— What you are asked to do —
Search term "ہائی": please show all lines in the listing that contain it.

>>>>

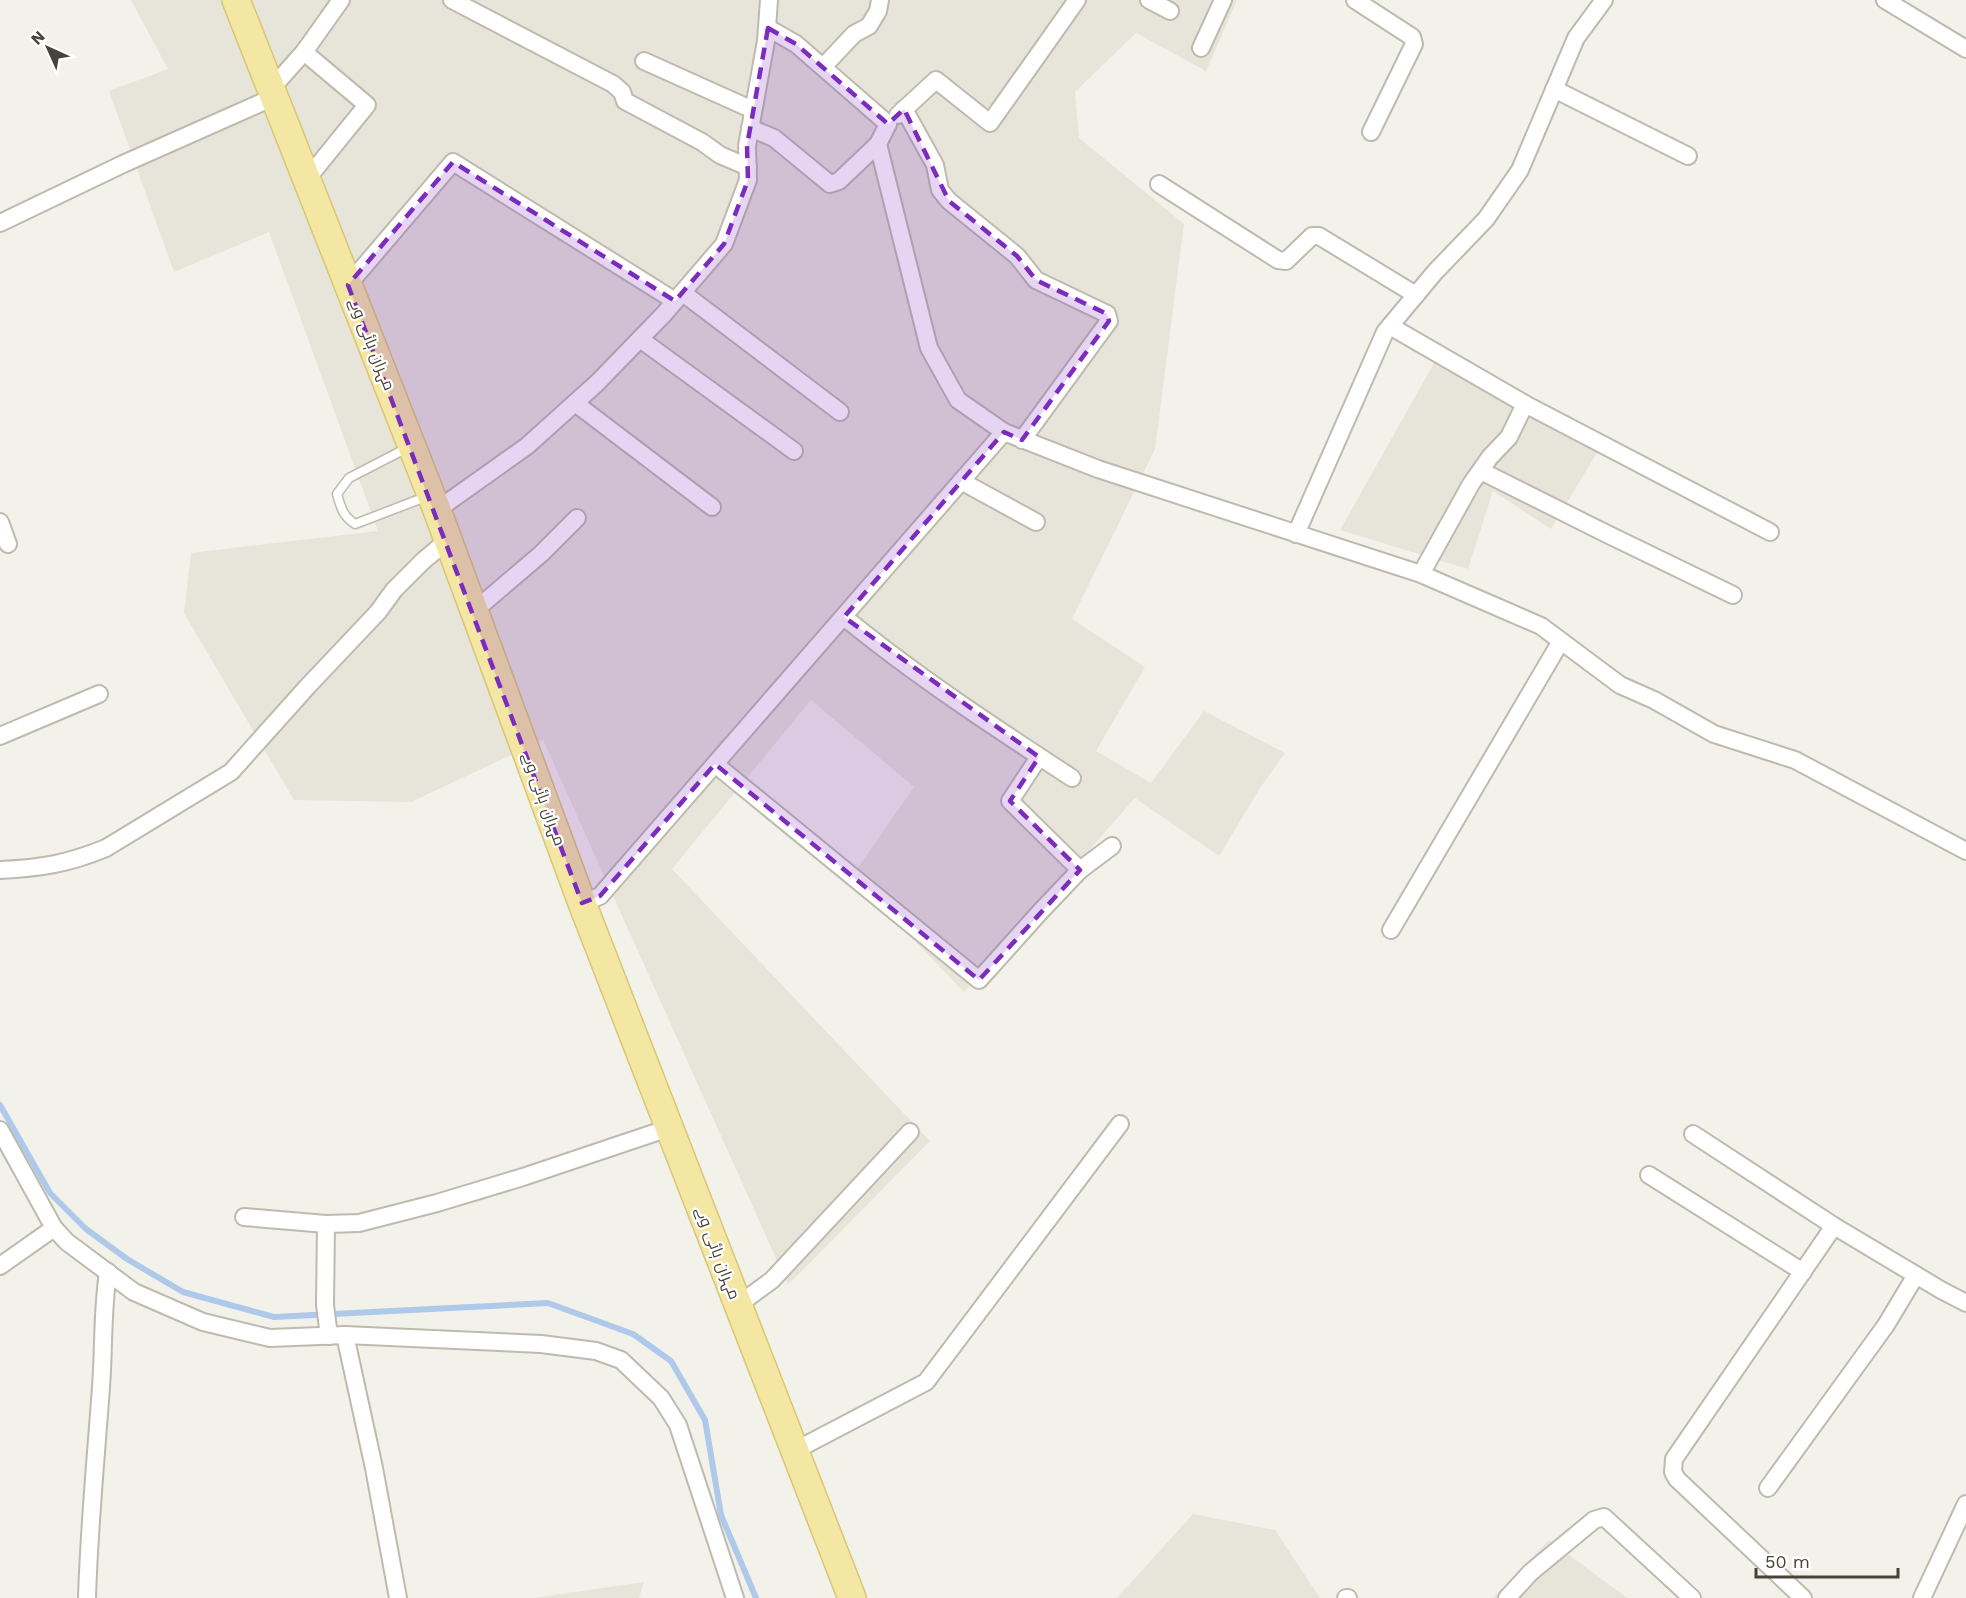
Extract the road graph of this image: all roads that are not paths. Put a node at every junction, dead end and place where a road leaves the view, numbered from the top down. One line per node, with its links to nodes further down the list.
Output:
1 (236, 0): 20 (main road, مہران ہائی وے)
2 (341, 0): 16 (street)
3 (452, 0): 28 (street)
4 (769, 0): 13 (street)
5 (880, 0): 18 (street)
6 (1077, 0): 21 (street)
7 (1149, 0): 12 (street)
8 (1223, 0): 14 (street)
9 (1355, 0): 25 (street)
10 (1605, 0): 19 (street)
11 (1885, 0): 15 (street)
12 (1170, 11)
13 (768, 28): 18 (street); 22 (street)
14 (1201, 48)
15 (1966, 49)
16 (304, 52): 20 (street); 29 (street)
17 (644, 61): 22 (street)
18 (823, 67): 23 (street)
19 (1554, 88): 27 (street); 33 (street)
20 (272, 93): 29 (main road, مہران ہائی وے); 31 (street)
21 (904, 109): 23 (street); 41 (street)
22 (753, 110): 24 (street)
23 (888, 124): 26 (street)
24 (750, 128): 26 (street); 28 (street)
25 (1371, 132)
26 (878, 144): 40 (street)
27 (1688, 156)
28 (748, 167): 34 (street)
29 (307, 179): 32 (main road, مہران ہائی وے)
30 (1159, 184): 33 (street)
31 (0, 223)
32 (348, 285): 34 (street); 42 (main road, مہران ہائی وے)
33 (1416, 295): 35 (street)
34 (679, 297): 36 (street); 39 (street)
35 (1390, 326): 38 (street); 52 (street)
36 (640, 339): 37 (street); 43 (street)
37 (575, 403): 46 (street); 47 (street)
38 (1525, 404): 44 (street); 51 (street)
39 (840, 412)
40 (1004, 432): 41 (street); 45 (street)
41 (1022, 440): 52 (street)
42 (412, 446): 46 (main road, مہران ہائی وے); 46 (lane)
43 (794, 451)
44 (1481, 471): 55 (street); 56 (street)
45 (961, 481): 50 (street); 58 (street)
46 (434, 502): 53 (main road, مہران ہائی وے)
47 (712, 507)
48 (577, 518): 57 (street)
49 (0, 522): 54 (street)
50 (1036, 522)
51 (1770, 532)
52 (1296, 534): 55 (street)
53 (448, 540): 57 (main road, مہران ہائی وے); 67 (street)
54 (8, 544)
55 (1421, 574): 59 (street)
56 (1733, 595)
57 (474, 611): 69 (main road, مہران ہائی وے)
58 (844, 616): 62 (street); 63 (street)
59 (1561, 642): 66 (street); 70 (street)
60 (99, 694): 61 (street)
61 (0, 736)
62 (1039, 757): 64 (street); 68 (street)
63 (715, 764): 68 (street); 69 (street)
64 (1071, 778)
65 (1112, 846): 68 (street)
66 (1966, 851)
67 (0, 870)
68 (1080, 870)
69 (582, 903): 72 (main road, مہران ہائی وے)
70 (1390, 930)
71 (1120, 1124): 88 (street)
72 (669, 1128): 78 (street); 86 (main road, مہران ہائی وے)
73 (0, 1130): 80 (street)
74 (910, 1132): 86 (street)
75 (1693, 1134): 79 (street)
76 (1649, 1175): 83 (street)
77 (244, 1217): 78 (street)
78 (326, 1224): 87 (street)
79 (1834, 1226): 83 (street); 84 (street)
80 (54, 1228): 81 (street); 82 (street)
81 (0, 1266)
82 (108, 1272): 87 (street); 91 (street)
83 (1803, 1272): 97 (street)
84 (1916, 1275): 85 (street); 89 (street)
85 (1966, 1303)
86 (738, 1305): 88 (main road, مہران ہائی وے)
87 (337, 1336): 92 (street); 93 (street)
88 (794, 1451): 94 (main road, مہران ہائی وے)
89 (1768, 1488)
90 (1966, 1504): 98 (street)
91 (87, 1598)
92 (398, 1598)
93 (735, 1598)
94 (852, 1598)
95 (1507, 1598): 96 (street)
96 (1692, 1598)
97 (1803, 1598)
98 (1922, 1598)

<<<<

— Final answer —
1 (236, 0): 20 (main road, مہران ہائی وے)
20 (272, 93): 29 (main road, مہران ہائی وے); 31 (street)
29 (307, 179): 32 (main road, مہران ہائی وے)
32 (348, 285): 34 (street); 42 (main road, مہران ہائی وے)
42 (412, 446): 46 (main road, مہران ہائی وے); 46 (lane)
46 (434, 502): 53 (main road, مہران ہائی وے)
53 (448, 540): 57 (main road, مہران ہائی وے); 67 (street)
57 (474, 611): 69 (main road, مہران ہائی وے)
69 (582, 903): 72 (main road, مہران ہائی وے)
72 (669, 1128): 78 (street); 86 (main road, مہران ہائی وے)
86 (738, 1305): 88 (main road, مہران ہائی وے)
88 (794, 1451): 94 (main road, مہران ہائی وے)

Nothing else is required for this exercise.